Deploy Nebula Analytics

  1. Install libatomic and psmisc.

    sudo yum -y install libatomic psmisc
    
  2. Install the Nebula Analytics.

    sudo rpm -ivh <analytics_package_name> --prefix <install_path>
    sudo chown <user>:<user> -R <install path>
    

    For example:

    sudo rpm -ivh nebula-analytics-3.2.0-centos.x86_64.rpm --prefix=/home/vesoft/nebula-analytics
    sudo chown vesoft:vesoft -R /home/vesoft/nebula-analytics
    
  3. Configure the correct Hadoop path and JDK path in the file set_env.sh, the file path is nebula-analytics/scripts/set_env.sh. If there are multiple machines, ensure that the paths are the same.

    export HADOOP_HOME=<hadoop_path>
    export JAVA_HOME=<java_path>
    

Deploy Dag Controller

  1. Complete the SSH password-free configurations so that the Dag Controller machine can log directly into the Nebula Analytics machines and all machines within the Nebula Analytics cluster can connect directly to each other without passwords.

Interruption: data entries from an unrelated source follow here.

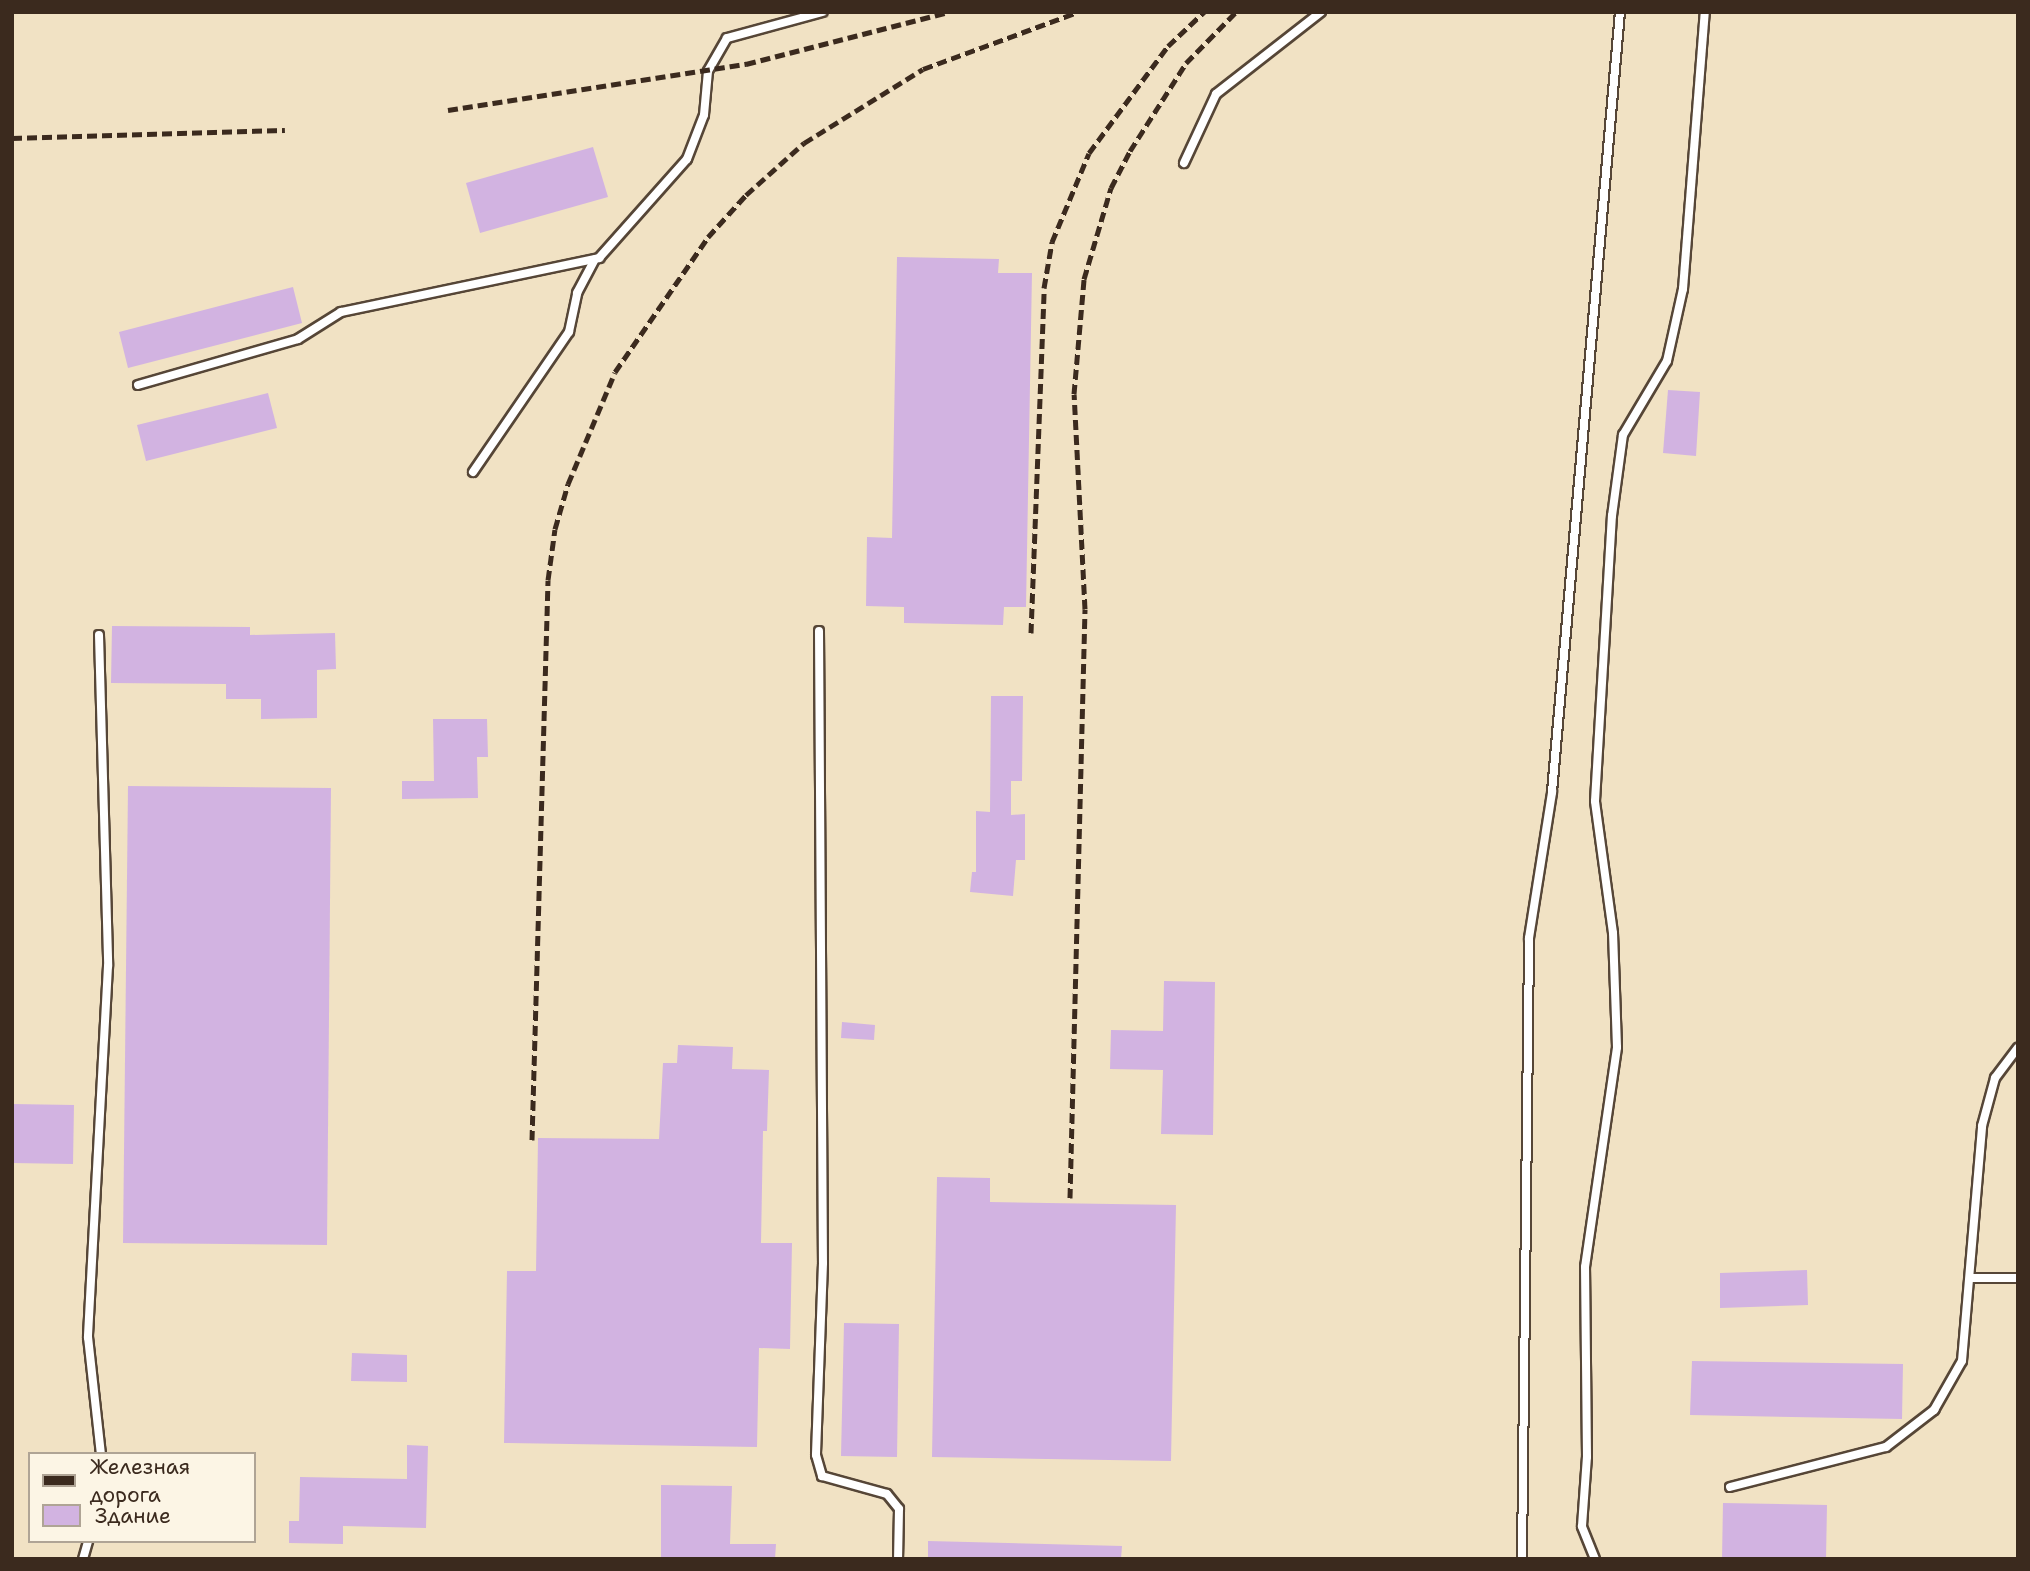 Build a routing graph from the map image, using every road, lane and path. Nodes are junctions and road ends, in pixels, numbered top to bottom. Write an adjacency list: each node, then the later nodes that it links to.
1 (823, 12): 6 (lane)
2 (1321, 12): 5 (lane)
3 (1620, 12): 17 (lane)
4 (1705, 12): 18 (lane)
5 (1184, 163)
6 (595, 259): 7 (lane); 8 (lane)
7 (138, 385)
8 (473, 472)
9 (819, 631): 16 (lane)
10 (99, 635): 14 (lane)
11 (2018, 1048): 12 (lane)
12 (1971, 1278): 13 (lane); 15 (lane)
13 (2018, 1278)
14 (101, 1452)
15 (1730, 1487)
16 (898, 1559)
17 (1522, 1559)
18 (1595, 1559) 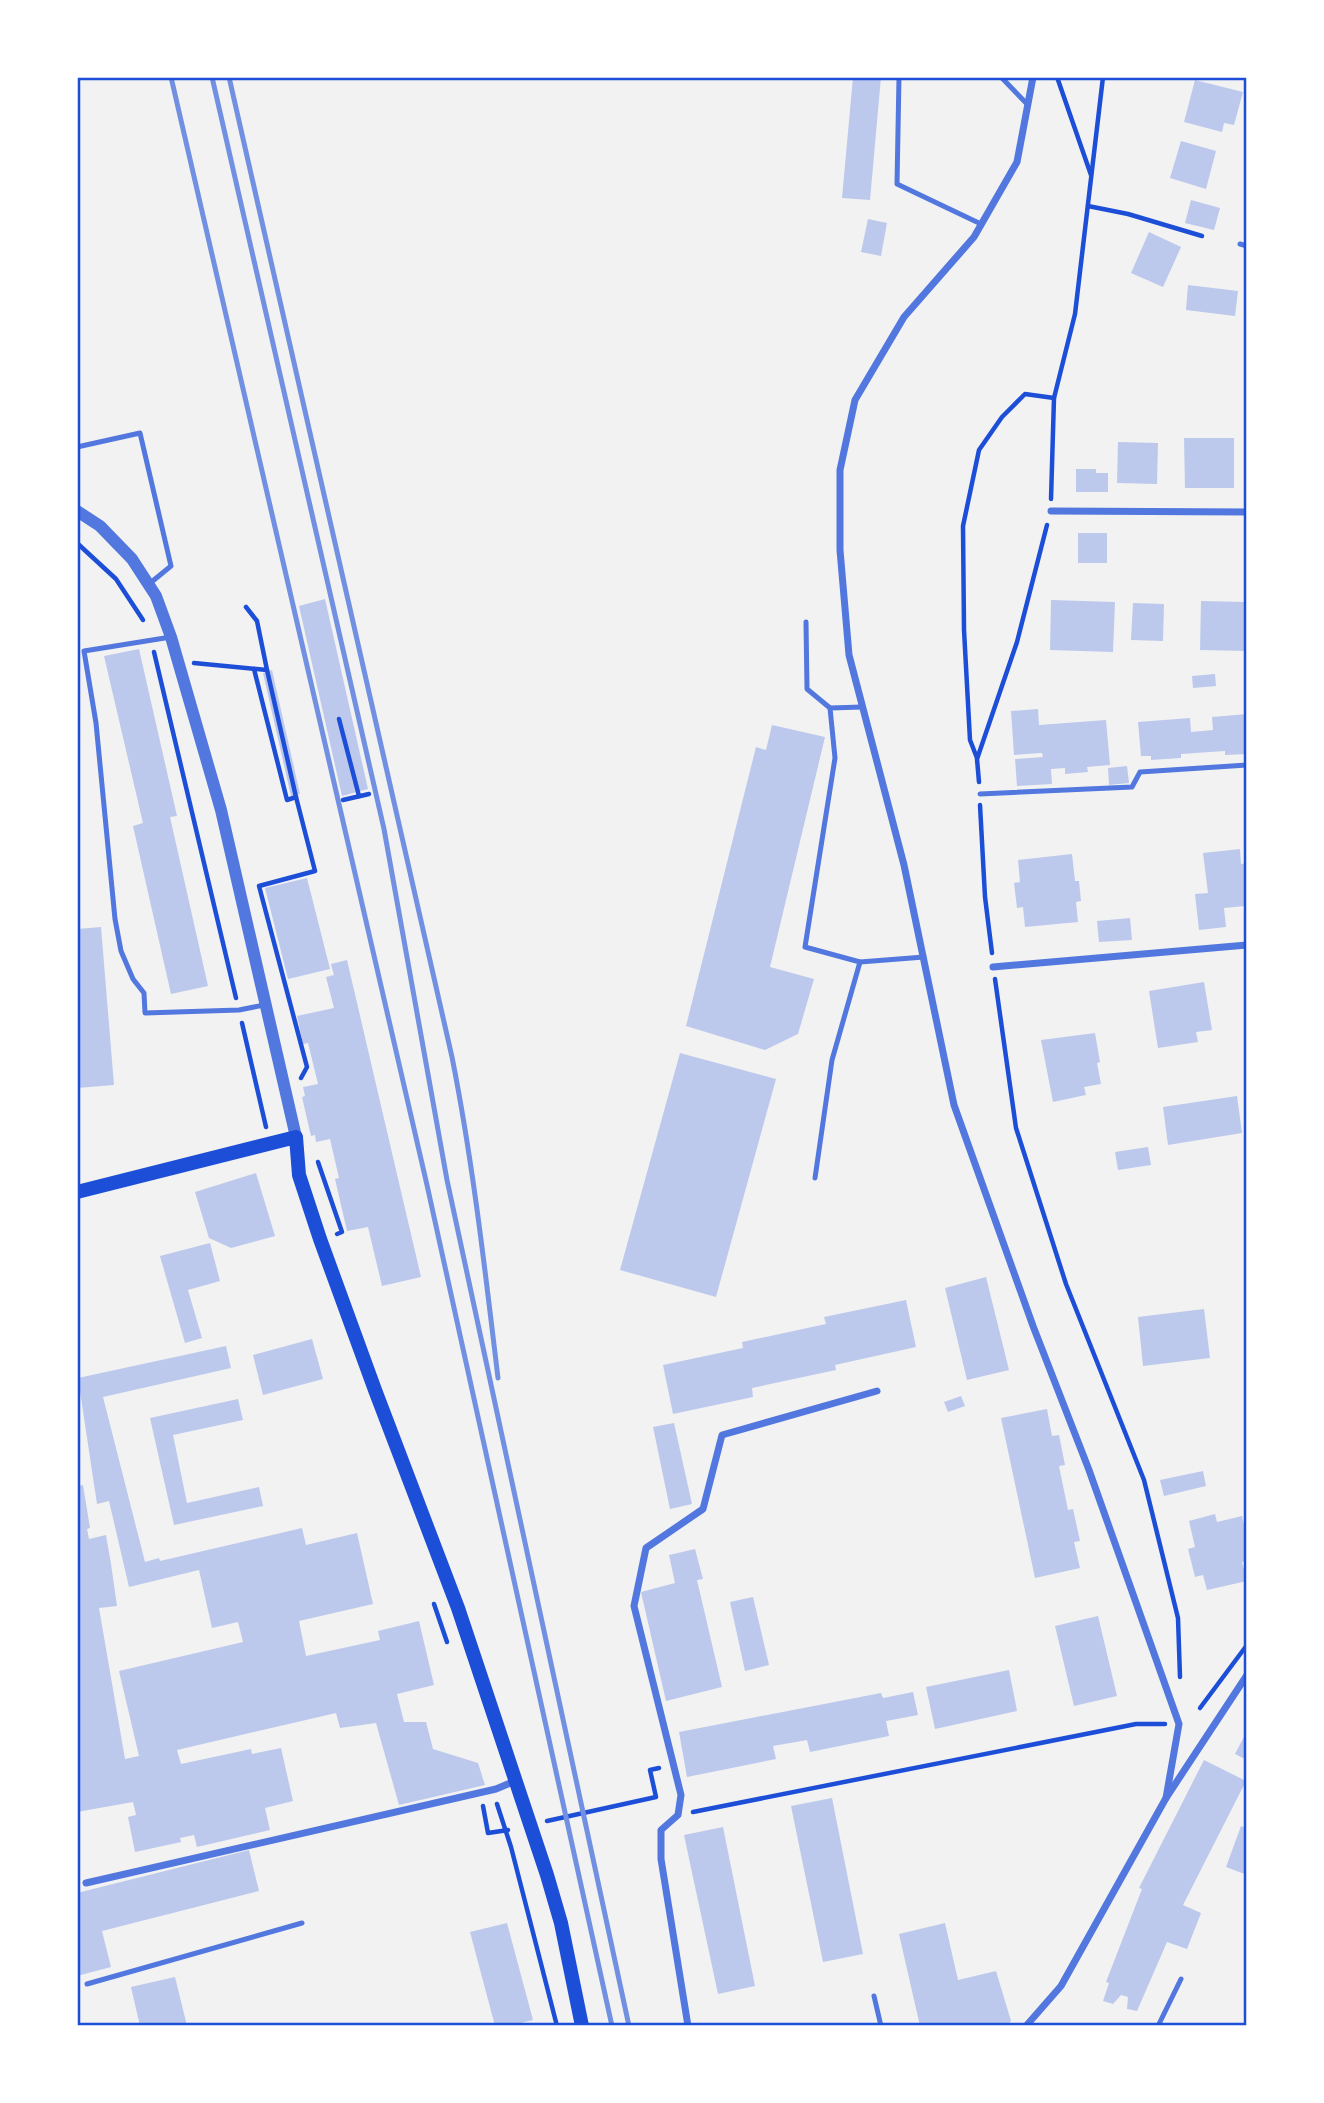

    For example, the user in the machine A (Dag Controller) log directly into machine B-1 in the Nebula Analytics cluster over SSH without passwords. Run the following commands on the machine A:

    //Press Enter to execute the default option to generate the key.
    ssh-keygen -t rsa
    
    //After the public key file of machine A is installed to the user of the machine B-1, you can log into the machine B-1 from the machine A without passwords.
    ssh-copy-id -i ~/.ssh/id_rsa.pub <B_user>@<B_IP>
    

    In the same way, complete the SSH password-free configurations so that the user in the machine A can log directly into the machine B-2, B-3, etc. and all machines within the Nebula Analytics cluster can connect directly to each other without passwords.

  2. Add the following to the file ~/.bash_profile and run the command source ~/.bash_profile to make it effective.

    eval $(ssh-agent)
    ssh-add ~/.ssh/id_rsa
    
  3. Install the Dag Controller.

    sudo rpm -ivh <analytics_package_name> --prefix <install_path>
    sudo chown <user>:<user> -R <install path>
    

    For example:

    sudo rpm -ivh dag-ctrl-3.2.0-centos.x86_64.rpm --prefix=/home/vesoft/dag-ctrl
    sudo chown vesoft:vesoft -R /home/vesoft/dag-ctrl
    
  4. Configure the username and port of the Nebula Analytics in the file dag-ctrl-api.yaml, the file path is dag-ctrl/etc/dag-ctrl-api.yaml. If there are multiple machines, ensure that the usernames are the same.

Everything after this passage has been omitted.